"""

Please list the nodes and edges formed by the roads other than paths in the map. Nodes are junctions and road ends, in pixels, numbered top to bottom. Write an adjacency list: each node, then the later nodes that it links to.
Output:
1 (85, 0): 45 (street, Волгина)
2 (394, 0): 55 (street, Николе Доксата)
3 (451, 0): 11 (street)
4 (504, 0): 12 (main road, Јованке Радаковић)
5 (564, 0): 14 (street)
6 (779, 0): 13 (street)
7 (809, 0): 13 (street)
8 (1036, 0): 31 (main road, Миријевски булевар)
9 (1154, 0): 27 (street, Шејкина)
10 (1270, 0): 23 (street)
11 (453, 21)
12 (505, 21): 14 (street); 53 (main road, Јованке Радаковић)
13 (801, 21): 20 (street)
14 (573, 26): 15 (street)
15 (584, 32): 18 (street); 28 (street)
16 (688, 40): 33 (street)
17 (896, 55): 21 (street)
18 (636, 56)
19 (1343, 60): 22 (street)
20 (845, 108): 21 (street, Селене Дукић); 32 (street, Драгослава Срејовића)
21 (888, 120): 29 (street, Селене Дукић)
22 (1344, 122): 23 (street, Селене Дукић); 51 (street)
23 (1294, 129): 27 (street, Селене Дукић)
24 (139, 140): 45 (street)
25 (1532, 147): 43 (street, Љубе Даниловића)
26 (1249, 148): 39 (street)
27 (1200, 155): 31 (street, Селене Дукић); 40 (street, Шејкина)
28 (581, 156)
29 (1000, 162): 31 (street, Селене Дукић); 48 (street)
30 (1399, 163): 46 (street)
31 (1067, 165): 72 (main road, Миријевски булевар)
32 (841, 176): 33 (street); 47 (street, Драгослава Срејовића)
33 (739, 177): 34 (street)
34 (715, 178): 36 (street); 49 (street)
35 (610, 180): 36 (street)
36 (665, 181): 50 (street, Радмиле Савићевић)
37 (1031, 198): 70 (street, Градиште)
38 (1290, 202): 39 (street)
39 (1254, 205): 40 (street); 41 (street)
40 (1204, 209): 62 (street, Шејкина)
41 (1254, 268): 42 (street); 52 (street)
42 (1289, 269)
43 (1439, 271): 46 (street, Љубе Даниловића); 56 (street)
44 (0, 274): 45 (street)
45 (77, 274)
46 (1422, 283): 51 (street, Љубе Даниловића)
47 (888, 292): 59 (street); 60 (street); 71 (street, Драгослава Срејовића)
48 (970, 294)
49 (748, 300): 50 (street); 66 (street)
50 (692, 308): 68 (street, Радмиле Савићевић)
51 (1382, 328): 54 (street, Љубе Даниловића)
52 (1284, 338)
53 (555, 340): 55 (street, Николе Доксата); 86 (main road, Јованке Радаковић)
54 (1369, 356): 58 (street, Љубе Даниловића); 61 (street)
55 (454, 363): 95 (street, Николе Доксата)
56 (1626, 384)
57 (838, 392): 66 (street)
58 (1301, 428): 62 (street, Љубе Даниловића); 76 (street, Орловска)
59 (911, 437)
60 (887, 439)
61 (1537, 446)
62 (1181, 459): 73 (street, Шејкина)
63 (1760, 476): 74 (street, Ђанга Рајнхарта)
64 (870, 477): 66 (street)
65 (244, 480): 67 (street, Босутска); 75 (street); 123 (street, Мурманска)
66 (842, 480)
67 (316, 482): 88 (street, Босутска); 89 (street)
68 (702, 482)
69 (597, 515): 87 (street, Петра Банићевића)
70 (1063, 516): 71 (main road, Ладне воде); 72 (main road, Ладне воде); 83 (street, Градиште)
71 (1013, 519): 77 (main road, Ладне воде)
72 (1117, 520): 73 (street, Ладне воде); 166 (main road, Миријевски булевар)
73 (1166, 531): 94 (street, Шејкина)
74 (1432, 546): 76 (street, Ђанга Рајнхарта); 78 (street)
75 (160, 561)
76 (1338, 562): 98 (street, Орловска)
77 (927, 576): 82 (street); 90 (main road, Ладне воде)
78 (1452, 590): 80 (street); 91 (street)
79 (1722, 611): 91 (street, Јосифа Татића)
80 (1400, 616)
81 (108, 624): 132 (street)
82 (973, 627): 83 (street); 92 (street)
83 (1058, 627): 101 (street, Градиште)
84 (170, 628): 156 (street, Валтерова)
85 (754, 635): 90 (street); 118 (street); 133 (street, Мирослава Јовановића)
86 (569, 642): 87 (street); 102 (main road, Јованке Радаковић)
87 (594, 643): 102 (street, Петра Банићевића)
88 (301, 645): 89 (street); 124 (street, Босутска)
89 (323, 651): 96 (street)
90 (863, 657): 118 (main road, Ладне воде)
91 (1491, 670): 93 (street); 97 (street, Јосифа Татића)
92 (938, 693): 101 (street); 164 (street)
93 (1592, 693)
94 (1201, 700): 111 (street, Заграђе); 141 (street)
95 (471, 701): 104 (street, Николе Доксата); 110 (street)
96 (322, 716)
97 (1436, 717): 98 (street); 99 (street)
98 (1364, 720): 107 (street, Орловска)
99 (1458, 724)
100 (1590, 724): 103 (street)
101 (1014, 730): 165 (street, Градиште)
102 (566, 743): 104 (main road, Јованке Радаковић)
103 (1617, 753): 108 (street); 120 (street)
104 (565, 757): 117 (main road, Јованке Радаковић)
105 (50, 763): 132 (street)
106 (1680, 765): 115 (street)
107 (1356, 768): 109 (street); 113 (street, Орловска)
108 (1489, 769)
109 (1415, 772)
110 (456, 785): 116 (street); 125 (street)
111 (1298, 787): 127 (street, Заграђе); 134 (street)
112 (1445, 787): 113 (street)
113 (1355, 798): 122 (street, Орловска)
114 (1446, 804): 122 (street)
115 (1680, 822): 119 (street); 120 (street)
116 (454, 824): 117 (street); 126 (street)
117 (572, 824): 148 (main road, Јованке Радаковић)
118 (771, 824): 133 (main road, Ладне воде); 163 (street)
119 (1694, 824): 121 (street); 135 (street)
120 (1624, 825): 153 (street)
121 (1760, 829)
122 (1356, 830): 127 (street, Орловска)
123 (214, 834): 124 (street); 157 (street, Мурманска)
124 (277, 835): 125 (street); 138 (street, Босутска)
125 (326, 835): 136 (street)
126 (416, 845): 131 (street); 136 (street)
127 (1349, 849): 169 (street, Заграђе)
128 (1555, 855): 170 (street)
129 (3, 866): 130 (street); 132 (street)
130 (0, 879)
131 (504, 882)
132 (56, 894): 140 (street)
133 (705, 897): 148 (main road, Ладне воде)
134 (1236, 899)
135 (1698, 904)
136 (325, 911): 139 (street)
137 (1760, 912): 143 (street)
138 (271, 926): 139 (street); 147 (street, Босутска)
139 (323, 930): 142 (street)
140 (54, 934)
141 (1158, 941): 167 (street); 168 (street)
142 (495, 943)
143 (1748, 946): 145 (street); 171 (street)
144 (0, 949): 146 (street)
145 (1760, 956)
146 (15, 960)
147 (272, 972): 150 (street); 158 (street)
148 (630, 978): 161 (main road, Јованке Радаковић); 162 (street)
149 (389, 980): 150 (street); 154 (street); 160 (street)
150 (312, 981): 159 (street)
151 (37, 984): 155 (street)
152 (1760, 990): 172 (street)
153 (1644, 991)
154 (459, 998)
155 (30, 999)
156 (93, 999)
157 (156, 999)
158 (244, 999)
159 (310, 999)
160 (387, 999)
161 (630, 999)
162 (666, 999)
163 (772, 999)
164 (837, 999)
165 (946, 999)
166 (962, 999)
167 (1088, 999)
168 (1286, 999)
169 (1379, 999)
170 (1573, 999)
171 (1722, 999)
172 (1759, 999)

"""

- **PROBLEM TO WORK ON**
Return all of the material verbatim, with no line left out.

- **EXERCISE RESULT**
Please list the nodes and edges formed by the roads other than paths in the map. Nodes are junctions and road ends, in pixels, numbered top to bottom. Write an adjacency list: each node, then the later nodes that it links to.
Output:
1 (85, 0): 45 (street, Волгина)
2 (394, 0): 55 (street, Николе Доксата)
3 (451, 0): 11 (street)
4 (504, 0): 12 (main road, Јованке Радаковић)
5 (564, 0): 14 (street)
6 (779, 0): 13 (street)
7 (809, 0): 13 (street)
8 (1036, 0): 31 (main road, Миријевски булевар)
9 (1154, 0): 27 (street, Шејкина)
10 (1270, 0): 23 (street)
11 (453, 21)
12 (505, 21): 14 (street); 53 (main road, Јованке Радаковић)
13 (801, 21): 20 (street)
14 (573, 26): 15 (street)
15 (584, 32): 18 (street); 28 (street)
16 (688, 40): 33 (street)
17 (896, 55): 21 (street)
18 (636, 56)
19 (1343, 60): 22 (street)
20 (845, 108): 21 (street, Селене Дукић); 32 (street, Драгослава Срејовића)
21 (888, 120): 29 (street, Селене Дукић)
22 (1344, 122): 23 (street, Селене Дукић); 51 (street)
23 (1294, 129): 27 (street, Селене Дукић)
24 (139, 140): 45 (street)
25 (1532, 147): 43 (street, Љубе Даниловића)
26 (1249, 148): 39 (street)
27 (1200, 155): 31 (street, Селене Дукић); 40 (street, Шејкина)
28 (581, 156)
29 (1000, 162): 31 (street, Селене Дукић); 48 (street)
30 (1399, 163): 46 (street)
31 (1067, 165): 72 (main road, Миријевски булевар)
32 (841, 176): 33 (street); 47 (street, Драгослава Срејовића)
33 (739, 177): 34 (street)
34 (715, 178): 36 (street); 49 (street)
35 (610, 180): 36 (street)
36 (665, 181): 50 (street, Радмиле Савићевић)
37 (1031, 198): 70 (street, Градиште)
38 (1290, 202): 39 (street)
39 (1254, 205): 40 (street); 41 (street)
40 (1204, 209): 62 (street, Шејкина)
41 (1254, 268): 42 (street); 52 (street)
42 (1289, 269)
43 (1439, 271): 46 (street, Љубе Даниловића); 56 (street)
44 (0, 274): 45 (street)
45 (77, 274)
46 (1422, 283): 51 (street, Љубе Даниловића)
47 (888, 292): 59 (street); 60 (street); 71 (street, Драгослава Срејовића)
48 (970, 294)
49 (748, 300): 50 (street); 66 (street)
50 (692, 308): 68 (street, Радмиле Савићевић)
51 (1382, 328): 54 (street, Љубе Даниловића)
52 (1284, 338)
53 (555, 340): 55 (street, Николе Доксата); 86 (main road, Јованке Радаковић)
54 (1369, 356): 58 (street, Љубе Даниловића); 61 (street)
55 (454, 363): 95 (street, Николе Доксата)
56 (1626, 384)
57 (838, 392): 66 (street)
58 (1301, 428): 62 (street, Љубе Даниловића); 76 (street, Орловска)
59 (911, 437)
60 (887, 439)
61 (1537, 446)
62 (1181, 459): 73 (street, Шејкина)
63 (1760, 476): 74 (street, Ђанга Рајнхарта)
64 (870, 477): 66 (street)
65 (244, 480): 67 (street, Босутска); 75 (street); 123 (street, Мурманска)
66 (842, 480)
67 (316, 482): 88 (street, Босутска); 89 (street)
68 (702, 482)
69 (597, 515): 87 (street, Петра Банићевића)
70 (1063, 516): 71 (main road, Ладне воде); 72 (main road, Ладне воде); 83 (street, Градиште)
71 (1013, 519): 77 (main road, Ладне воде)
72 (1117, 520): 73 (street, Ладне воде); 166 (main road, Миријевски булевар)
73 (1166, 531): 94 (street, Шејкина)
74 (1432, 546): 76 (street, Ђанга Рајнхарта); 78 (street)
75 (160, 561)
76 (1338, 562): 98 (street, Орловска)
77 (927, 576): 82 (street); 90 (main road, Ладне воде)
78 (1452, 590): 80 (street); 91 (street)
79 (1722, 611): 91 (street, Јосифа Татића)
80 (1400, 616)
81 (108, 624): 132 (street)
82 (973, 627): 83 (street); 92 (street)
83 (1058, 627): 101 (street, Градиште)
84 (170, 628): 156 (street, Валтерова)
85 (754, 635): 90 (street); 118 (street); 133 (street, Мирослава Јовановића)
86 (569, 642): 87 (street); 102 (main road, Јованке Радаковић)
87 (594, 643): 102 (street, Петра Банићевића)
88 (301, 645): 89 (street); 124 (street, Босутска)
89 (323, 651): 96 (street)
90 (863, 657): 118 (main road, Ладне воде)
91 (1491, 670): 93 (street); 97 (street, Јосифа Татића)
92 (938, 693): 101 (street); 164 (street)
93 (1592, 693)
94 (1201, 700): 111 (street, Заграђе); 141 (street)
95 (471, 701): 104 (street, Николе Доксата); 110 (street)
96 (322, 716)
97 (1436, 717): 98 (street); 99 (street)
98 (1364, 720): 107 (street, Орловска)
99 (1458, 724)
100 (1590, 724): 103 (street)
101 (1014, 730): 165 (street, Градиште)
102 (566, 743): 104 (main road, Јованке Радаковић)
103 (1617, 753): 108 (street); 120 (street)
104 (565, 757): 117 (main road, Јованке Радаковић)
105 (50, 763): 132 (street)
106 (1680, 765): 115 (street)
107 (1356, 768): 109 (street); 113 (street, Орловска)
108 (1489, 769)
109 (1415, 772)
110 (456, 785): 116 (street); 125 (street)
111 (1298, 787): 127 (street, Заграђе); 134 (street)
112 (1445, 787): 113 (street)
113 (1355, 798): 122 (street, Орловска)
114 (1446, 804): 122 (street)
115 (1680, 822): 119 (street); 120 (street)
116 (454, 824): 117 (street); 126 (street)
117 (572, 824): 148 (main road, Јованке Радаковић)
118 (771, 824): 133 (main road, Ладне воде); 163 (street)
119 (1694, 824): 121 (street); 135 (street)
120 (1624, 825): 153 (street)
121 (1760, 829)
122 (1356, 830): 127 (street, Орловска)
123 (214, 834): 124 (street); 157 (street, Мурманска)
124 (277, 835): 125 (street); 138 (street, Босутска)
125 (326, 835): 136 (street)
126 (416, 845): 131 (street); 136 (street)
127 (1349, 849): 169 (street, Заграђе)
128 (1555, 855): 170 (street)
129 (3, 866): 130 (street); 132 (street)
130 (0, 879)
131 (504, 882)
132 (56, 894): 140 (street)
133 (705, 897): 148 (main road, Ладне воде)
134 (1236, 899)
135 (1698, 904)
136 (325, 911): 139 (street)
137 (1760, 912): 143 (street)
138 (271, 926): 139 (street); 147 (street, Босутска)
139 (323, 930): 142 (street)
140 (54, 934)
141 (1158, 941): 167 (street); 168 (street)
142 (495, 943)
143 (1748, 946): 145 (street); 171 (street)
144 (0, 949): 146 (street)
145 (1760, 956)
146 (15, 960)
147 (272, 972): 150 (street); 158 (street)
148 (630, 978): 161 (main road, Јованке Радаковић); 162 (street)
149 (389, 980): 150 (street); 154 (street); 160 (street)
150 (312, 981): 159 (street)
151 (37, 984): 155 (street)
152 (1760, 990): 172 (street)
153 (1644, 991)
154 (459, 998)
155 (30, 999)
156 (93, 999)
157 (156, 999)
158 (244, 999)
159 (310, 999)
160 (387, 999)
161 (630, 999)
162 (666, 999)
163 (772, 999)
164 (837, 999)
165 (946, 999)
166 (962, 999)
167 (1088, 999)
168 (1286, 999)
169 (1379, 999)
170 (1573, 999)
171 (1722, 999)
172 (1759, 999)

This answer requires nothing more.